- [What the task asks]: For this exercise, restate word for word only the lines from the first line of the data to the line containing "Build a routing".

(Collected data entries)
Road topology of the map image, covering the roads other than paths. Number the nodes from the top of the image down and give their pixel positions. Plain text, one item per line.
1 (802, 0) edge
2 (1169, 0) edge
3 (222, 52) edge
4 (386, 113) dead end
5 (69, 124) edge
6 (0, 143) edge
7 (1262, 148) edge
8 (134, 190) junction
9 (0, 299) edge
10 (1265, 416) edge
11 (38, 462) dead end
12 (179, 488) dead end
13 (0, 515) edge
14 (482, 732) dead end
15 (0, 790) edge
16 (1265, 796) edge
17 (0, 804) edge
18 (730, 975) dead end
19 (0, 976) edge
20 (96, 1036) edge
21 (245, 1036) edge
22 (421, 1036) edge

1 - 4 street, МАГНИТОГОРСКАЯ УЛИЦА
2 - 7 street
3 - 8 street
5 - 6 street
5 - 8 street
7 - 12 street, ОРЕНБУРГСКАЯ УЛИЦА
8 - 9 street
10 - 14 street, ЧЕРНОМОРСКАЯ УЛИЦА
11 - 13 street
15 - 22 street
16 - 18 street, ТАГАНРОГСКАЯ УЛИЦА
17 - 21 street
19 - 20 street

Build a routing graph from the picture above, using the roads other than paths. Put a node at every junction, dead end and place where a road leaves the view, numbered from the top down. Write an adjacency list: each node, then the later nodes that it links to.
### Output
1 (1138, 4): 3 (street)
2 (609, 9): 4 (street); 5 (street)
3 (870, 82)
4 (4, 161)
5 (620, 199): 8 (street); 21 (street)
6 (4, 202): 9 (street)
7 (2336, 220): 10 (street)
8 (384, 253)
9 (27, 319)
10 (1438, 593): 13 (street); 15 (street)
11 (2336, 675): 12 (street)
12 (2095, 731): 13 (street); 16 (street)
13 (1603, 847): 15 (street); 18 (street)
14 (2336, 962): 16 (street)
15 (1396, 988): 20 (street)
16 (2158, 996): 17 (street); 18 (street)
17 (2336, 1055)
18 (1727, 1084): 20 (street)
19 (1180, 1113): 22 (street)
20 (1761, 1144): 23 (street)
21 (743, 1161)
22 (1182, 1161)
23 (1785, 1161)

- [Response]:
Road topology of the map image, covering the roads other than paths. Number the nodes from the top of the image down and give their pixel positions. Plain text, one item per line.
1 (802, 0) edge
2 (1169, 0) edge
3 (222, 52) edge
4 (386, 113) dead end
5 (69, 124) edge
6 (0, 143) edge
7 (1262, 148) edge
8 (134, 190) junction
9 (0, 299) edge
10 (1265, 416) edge
11 (38, 462) dead end
12 (179, 488) dead end
13 (0, 515) edge
14 (482, 732) dead end
15 (0, 790) edge
16 (1265, 796) edge
17 (0, 804) edge
18 (730, 975) dead end
19 (0, 976) edge
20 (96, 1036) edge
21 (245, 1036) edge
22 (421, 1036) edge

1 - 4 street, МАГНИТОГОРСКАЯ УЛИЦА
2 - 7 street
3 - 8 street
5 - 6 street
5 - 8 street
7 - 12 street, ОРЕНБУРГСКАЯ УЛИЦА
8 - 9 street
10 - 14 street, ЧЕРНОМОРСКАЯ УЛИЦА
11 - 13 street
15 - 22 street
16 - 18 street, ТАГАНРОГСКАЯ УЛИЦА
17 - 21 street
19 - 20 street

Build a routing graph from the picture above, using the roads other than paths. Put a node at every junction, dead end and place where a road leaves the view, numbered from the top down. Write an adjacency list: each node, then the later nodes that it links to.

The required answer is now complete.